Every record must come back exactly as given.

(EXTRACTED MATERIAL)

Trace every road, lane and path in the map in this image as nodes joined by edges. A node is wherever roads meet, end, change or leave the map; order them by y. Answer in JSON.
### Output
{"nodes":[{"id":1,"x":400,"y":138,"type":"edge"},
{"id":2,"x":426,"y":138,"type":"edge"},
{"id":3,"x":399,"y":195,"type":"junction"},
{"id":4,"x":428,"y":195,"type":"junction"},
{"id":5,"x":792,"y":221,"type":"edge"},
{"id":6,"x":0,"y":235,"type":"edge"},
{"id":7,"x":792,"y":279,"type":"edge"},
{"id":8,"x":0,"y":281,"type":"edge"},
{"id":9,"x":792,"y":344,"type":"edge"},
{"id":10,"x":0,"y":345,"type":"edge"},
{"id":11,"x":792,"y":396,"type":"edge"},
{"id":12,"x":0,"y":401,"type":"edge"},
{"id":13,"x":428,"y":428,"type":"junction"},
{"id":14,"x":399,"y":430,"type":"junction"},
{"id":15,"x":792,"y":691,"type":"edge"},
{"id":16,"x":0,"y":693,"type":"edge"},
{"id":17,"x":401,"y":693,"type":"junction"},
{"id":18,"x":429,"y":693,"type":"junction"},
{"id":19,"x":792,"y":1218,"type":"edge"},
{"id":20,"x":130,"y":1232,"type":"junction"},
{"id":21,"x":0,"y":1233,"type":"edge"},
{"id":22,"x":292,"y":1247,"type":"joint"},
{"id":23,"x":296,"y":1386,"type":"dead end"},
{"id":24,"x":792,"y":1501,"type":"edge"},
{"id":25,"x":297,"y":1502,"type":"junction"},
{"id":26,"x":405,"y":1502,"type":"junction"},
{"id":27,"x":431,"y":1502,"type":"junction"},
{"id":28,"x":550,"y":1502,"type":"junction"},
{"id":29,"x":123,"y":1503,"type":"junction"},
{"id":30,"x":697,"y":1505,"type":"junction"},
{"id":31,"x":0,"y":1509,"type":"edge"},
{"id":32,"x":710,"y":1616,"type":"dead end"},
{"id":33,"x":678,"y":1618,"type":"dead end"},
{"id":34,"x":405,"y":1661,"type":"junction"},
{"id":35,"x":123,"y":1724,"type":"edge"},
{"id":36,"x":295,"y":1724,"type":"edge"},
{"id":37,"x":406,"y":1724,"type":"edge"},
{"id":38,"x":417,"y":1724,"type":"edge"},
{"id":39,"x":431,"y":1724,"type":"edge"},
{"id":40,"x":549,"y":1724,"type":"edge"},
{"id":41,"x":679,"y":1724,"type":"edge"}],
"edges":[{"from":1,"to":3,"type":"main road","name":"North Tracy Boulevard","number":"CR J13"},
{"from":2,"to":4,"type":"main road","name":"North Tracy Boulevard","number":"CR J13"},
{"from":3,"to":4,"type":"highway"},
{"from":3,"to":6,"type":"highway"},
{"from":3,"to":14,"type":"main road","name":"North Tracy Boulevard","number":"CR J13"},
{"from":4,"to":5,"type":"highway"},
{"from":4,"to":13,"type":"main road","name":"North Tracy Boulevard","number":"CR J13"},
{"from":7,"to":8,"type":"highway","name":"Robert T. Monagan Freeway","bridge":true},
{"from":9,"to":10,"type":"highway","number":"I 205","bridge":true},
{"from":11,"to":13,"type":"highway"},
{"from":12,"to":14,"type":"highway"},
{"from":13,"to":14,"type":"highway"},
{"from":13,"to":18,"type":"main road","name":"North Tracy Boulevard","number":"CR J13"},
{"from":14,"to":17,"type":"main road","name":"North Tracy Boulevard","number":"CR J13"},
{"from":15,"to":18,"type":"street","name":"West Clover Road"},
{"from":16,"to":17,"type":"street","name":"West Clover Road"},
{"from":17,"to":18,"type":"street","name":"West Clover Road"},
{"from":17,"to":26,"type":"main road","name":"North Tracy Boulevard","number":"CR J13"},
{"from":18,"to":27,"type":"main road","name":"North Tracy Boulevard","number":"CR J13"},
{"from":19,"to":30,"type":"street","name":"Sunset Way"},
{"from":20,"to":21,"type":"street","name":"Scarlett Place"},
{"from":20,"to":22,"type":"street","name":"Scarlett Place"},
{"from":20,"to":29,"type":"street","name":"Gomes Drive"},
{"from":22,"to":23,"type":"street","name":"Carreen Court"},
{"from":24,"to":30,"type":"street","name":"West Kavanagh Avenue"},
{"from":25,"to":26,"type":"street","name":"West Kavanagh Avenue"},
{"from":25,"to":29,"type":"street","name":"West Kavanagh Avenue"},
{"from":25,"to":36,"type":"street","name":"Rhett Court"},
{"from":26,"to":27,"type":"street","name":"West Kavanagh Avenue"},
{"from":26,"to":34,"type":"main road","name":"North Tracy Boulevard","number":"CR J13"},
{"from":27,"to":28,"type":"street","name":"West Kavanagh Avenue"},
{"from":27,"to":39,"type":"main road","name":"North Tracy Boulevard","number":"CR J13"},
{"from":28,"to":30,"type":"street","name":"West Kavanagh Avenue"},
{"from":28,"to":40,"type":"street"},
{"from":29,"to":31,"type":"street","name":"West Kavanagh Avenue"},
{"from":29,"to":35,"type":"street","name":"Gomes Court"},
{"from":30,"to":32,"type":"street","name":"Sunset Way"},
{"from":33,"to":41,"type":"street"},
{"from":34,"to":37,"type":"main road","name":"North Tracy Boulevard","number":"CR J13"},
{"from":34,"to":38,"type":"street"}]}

(End EXTRACTED MATERIAL)

### [RESULT BELOW]
Trace every road, lane and path in the map in this image as nodes joined by edges. A node is wherever roads meet, end, change or leave the map; order them by y. Answer in JSON.
### Output
{"nodes":[{"id":1,"x":400,"y":138,"type":"edge"},
{"id":2,"x":426,"y":138,"type":"edge"},
{"id":3,"x":399,"y":195,"type":"junction"},
{"id":4,"x":428,"y":195,"type":"junction"},
{"id":5,"x":792,"y":221,"type":"edge"},
{"id":6,"x":0,"y":235,"type":"edge"},
{"id":7,"x":792,"y":279,"type":"edge"},
{"id":8,"x":0,"y":281,"type":"edge"},
{"id":9,"x":792,"y":344,"type":"edge"},
{"id":10,"x":0,"y":345,"type":"edge"},
{"id":11,"x":792,"y":396,"type":"edge"},
{"id":12,"x":0,"y":401,"type":"edge"},
{"id":13,"x":428,"y":428,"type":"junction"},
{"id":14,"x":399,"y":430,"type":"junction"},
{"id":15,"x":792,"y":691,"type":"edge"},
{"id":16,"x":0,"y":693,"type":"edge"},
{"id":17,"x":401,"y":693,"type":"junction"},
{"id":18,"x":429,"y":693,"type":"junction"},
{"id":19,"x":792,"y":1218,"type":"edge"},
{"id":20,"x":130,"y":1232,"type":"junction"},
{"id":21,"x":0,"y":1233,"type":"edge"},
{"id":22,"x":292,"y":1247,"type":"joint"},
{"id":23,"x":296,"y":1386,"type":"dead end"},
{"id":24,"x":792,"y":1501,"type":"edge"},
{"id":25,"x":297,"y":1502,"type":"junction"},
{"id":26,"x":405,"y":1502,"type":"junction"},
{"id":27,"x":431,"y":1502,"type":"junction"},
{"id":28,"x":550,"y":1502,"type":"junction"},
{"id":29,"x":123,"y":1503,"type":"junction"},
{"id":30,"x":697,"y":1505,"type":"junction"},
{"id":31,"x":0,"y":1509,"type":"edge"},
{"id":32,"x":710,"y":1616,"type":"dead end"},
{"id":33,"x":678,"y":1618,"type":"dead end"},
{"id":34,"x":405,"y":1661,"type":"junction"},
{"id":35,"x":123,"y":1724,"type":"edge"},
{"id":36,"x":295,"y":1724,"type":"edge"},
{"id":37,"x":406,"y":1724,"type":"edge"},
{"id":38,"x":417,"y":1724,"type":"edge"},
{"id":39,"x":431,"y":1724,"type":"edge"},
{"id":40,"x":549,"y":1724,"type":"edge"},
{"id":41,"x":679,"y":1724,"type":"edge"}],
"edges":[{"from":1,"to":3,"type":"main road","name":"North Tracy Boulevard","number":"CR J13"},
{"from":2,"to":4,"type":"main road","name":"North Tracy Boulevard","number":"CR J13"},
{"from":3,"to":4,"type":"highway"},
{"from":3,"to":6,"type":"highway"},
{"from":3,"to":14,"type":"main road","name":"North Tracy Boulevard","number":"CR J13"},
{"from":4,"to":5,"type":"highway"},
{"from":4,"to":13,"type":"main road","name":"North Tracy Boulevard","number":"CR J13"},
{"from":7,"to":8,"type":"highway","name":"Robert T. Monagan Freeway","bridge":true},
{"from":9,"to":10,"type":"highway","number":"I 205","bridge":true},
{"from":11,"to":13,"type":"highway"},
{"from":12,"to":14,"type":"highway"},
{"from":13,"to":14,"type":"highway"},
{"from":13,"to":18,"type":"main road","name":"North Tracy Boulevard","number":"CR J13"},
{"from":14,"to":17,"type":"main road","name":"North Tracy Boulevard","number":"CR J13"},
{"from":15,"to":18,"type":"street","name":"West Clover Road"},
{"from":16,"to":17,"type":"street","name":"West Clover Road"},
{"from":17,"to":18,"type":"street","name":"West Clover Road"},
{"from":17,"to":26,"type":"main road","name":"North Tracy Boulevard","number":"CR J13"},
{"from":18,"to":27,"type":"main road","name":"North Tracy Boulevard","number":"CR J13"},
{"from":19,"to":30,"type":"street","name":"Sunset Way"},
{"from":20,"to":21,"type":"street","name":"Scarlett Place"},
{"from":20,"to":22,"type":"street","name":"Scarlett Place"},
{"from":20,"to":29,"type":"street","name":"Gomes Drive"},
{"from":22,"to":23,"type":"street","name":"Carreen Court"},
{"from":24,"to":30,"type":"street","name":"West Kavanagh Avenue"},
{"from":25,"to":26,"type":"street","name":"West Kavanagh Avenue"},
{"from":25,"to":29,"type":"street","name":"West Kavanagh Avenue"},
{"from":25,"to":36,"type":"street","name":"Rhett Court"},
{"from":26,"to":27,"type":"street","name":"West Kavanagh Avenue"},
{"from":26,"to":34,"type":"main road","name":"North Tracy Boulevard","number":"CR J13"},
{"from":27,"to":28,"type":"street","name":"West Kavanagh Avenue"},
{"from":27,"to":39,"type":"main road","name":"North Tracy Boulevard","number":"CR J13"},
{"from":28,"to":30,"type":"street","name":"West Kavanagh Avenue"},
{"from":28,"to":40,"type":"street"},
{"from":29,"to":31,"type":"street","name":"West Kavanagh Avenue"},
{"from":29,"to":35,"type":"street","name":"Gomes Court"},
{"from":30,"to":32,"type":"street","name":"Sunset Way"},
{"from":33,"to":41,"type":"street"},
{"from":34,"to":37,"type":"main road","name":"North Tracy Boulevard","number":"CR J13"},
{"from":34,"to":38,"type":"street"}]}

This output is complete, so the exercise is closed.